JAKARTA, RadarBangsa.co.id – Kebijakan pemerintah menurunkan biaya haji 2026 sebesar Rp2 juta per jemaah mendapat respons positif dari berbagai pihak. Anggota DPD RI Lia Istifhama menilai langkah Presiden Prabowo Subianto itu menjadi bukti keberpihakan negara kepada masyarakat, terutama calon jemaah haji.
Penurunan biaya haji dinilai penting di tengah tekanan ekonomi global dan meningkatnya kebutuhan masyarakat untuk memperoleh layanan ibadah yang terjangkau serta berkualitas.
Lia Istifhama menyampaikan, kebijakan tersebut memberikan dampak langsung bagi masyarakat karena dapat mengurangi beban biaya yang harus ditanggung calon jemaah. Menurutnya, keputusan itu menunjukkan pemerintah hadir dalam menjawab kebutuhan riil warga.
Ia berharap transformasi penyelenggaraan haji nasional terus dilanjutkan, mulai dari efisiensi biaya hingga peningkatan kualitas pelayanan. Sistem yang profesional dan berpihak pada jemaah disebut menjadi kebutuhan utama ke depan.
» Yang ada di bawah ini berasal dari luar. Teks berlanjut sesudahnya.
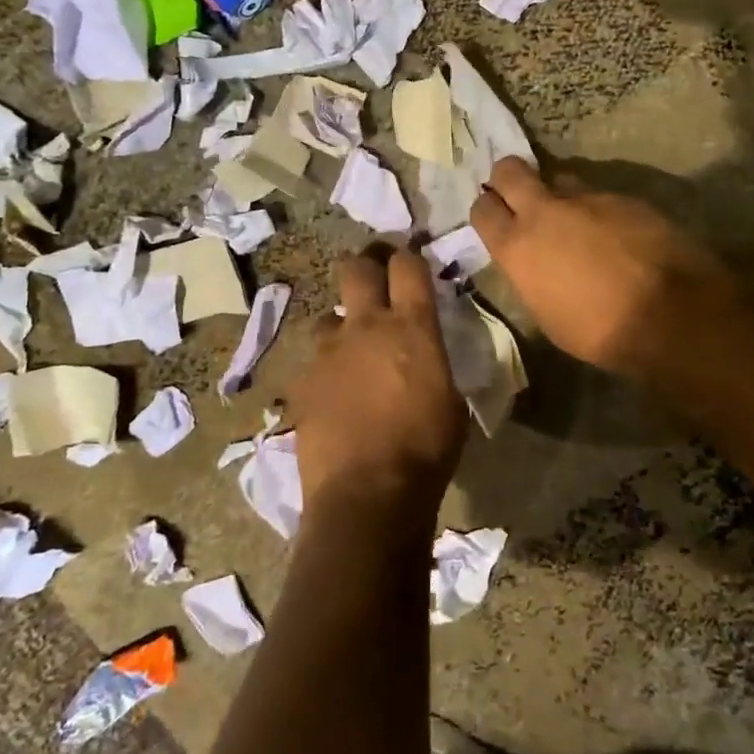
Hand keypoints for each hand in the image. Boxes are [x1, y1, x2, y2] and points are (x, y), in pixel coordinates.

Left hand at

Sebelumnya, Presiden Prabowo Subianto menyatakan penurunan biaya haji tetap dilakukan meski harga avtur global mengalami kenaikan. Kebijakan itu disampaikan dalam Rapat Kerja Kabinet Merah Putih di Istana Negara, Jakarta.
Selain penyesuaian biaya, pemerintah juga menyiapkan strategi jangka panjang. Salah satunya pengembangan lahan 45 hektare di Makkah untuk perkampungan haji Indonesia serta usulan terminal khusus bagi jemaah Indonesia.
“Ini merupakan kebijakan yang patut diapresiasi karena memberikan dampak langsung bagi masyarakat. Penurunan biaya haji tentu sangat membantu dan meringankan calon jemaah,” ujar Lia Istifhama, Kamis (9/4).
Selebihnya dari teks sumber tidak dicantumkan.